I have been a VW guy for years, and ran into a re-builder who swears by a brand of stuff called Lubrication Engineers out of Texas. He says it's the best stuff for his Air-Cooled re-builds, and he uses it exclusively in his classic Corado. . . . front to back. He says he hasn't needed to changed engine oil in three years in his daily ride, and it's still good I'm a Quaker State guy myself, and never heard of this stuff. Anybody got any input on this brand??? Am also posting on other vortex forums.


----------



## JPX (Nov 6, 2005)

*Re: Weird Oil ompany (stevelt3)*

Never heard of it.
I had an amusing conversation with a guy who had a friend that never changed the oil in a car for the 5 years he owned it.

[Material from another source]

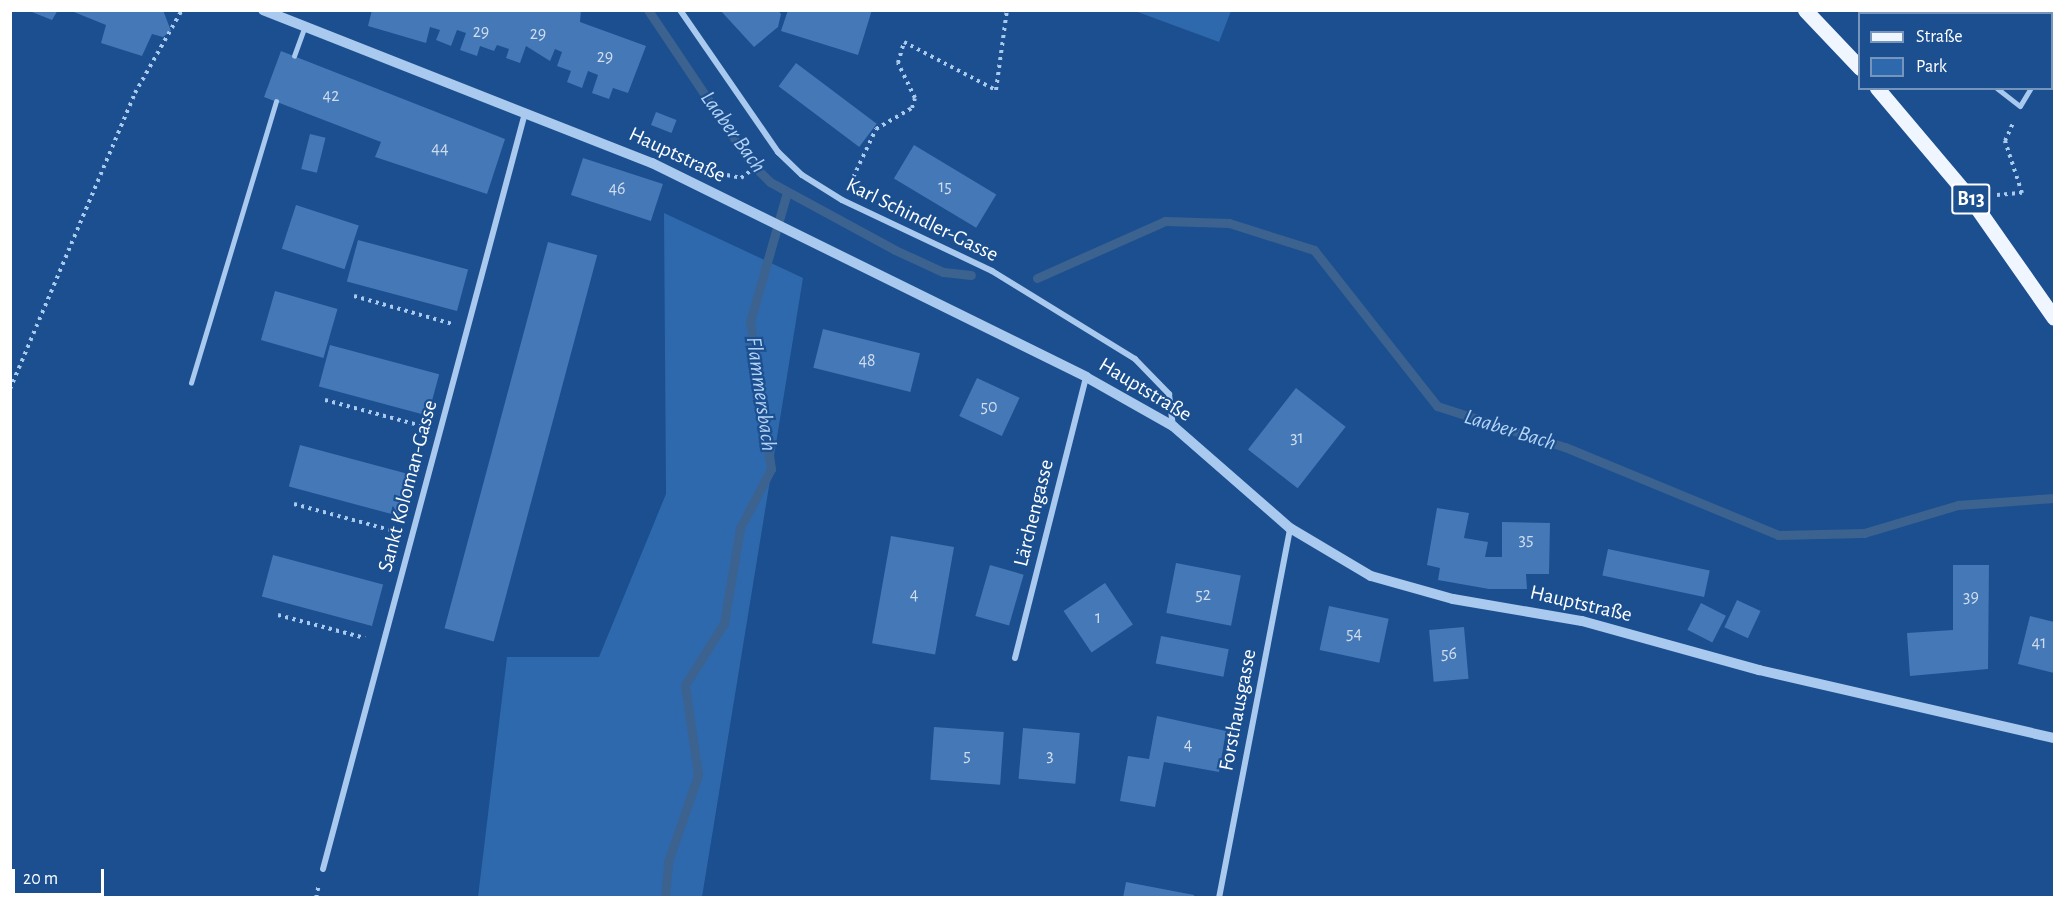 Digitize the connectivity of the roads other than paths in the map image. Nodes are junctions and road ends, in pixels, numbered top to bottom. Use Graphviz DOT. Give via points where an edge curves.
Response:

He did make sure the oil level was correct periodically, but didn't change it. Car ran fine all the way up until he sold it.
I changed my 1971 411's oil religiously at 3000 miles because I truly loved that car. But I have to admit that 3000 feels a little to frequent.
Not advocating putting weird stuff in and never changing it again. But one has to wonder about the real benefits of 3000 vs. 7000, 10000 or 20000.
Now coolant and brake fluid on the other had - change regularly!


----------



## quattrofun5 (Aug 17, 2006)

*Re: Weird Oil ompany (stevelt3)*

Umm, I wouldn't buy the Corrado off him...hehe
There are lots of smaller specialized companies out there but it sounds like he thinks he has a 'miracle cure' - if it sounds too good to be true it is. 
From all the technical stuff I've read about oils, the best oil is the one you change on a regular basis (if you change it too frequently, you are wasting it) but all oils break down and if it isn't refreshed and changed, all the great lubricating properties diminish and it will wear the engine.
Keep your QS and change the filter and oil as normal and you'll be passing a seized up Corrado by the road side one of these days...


----------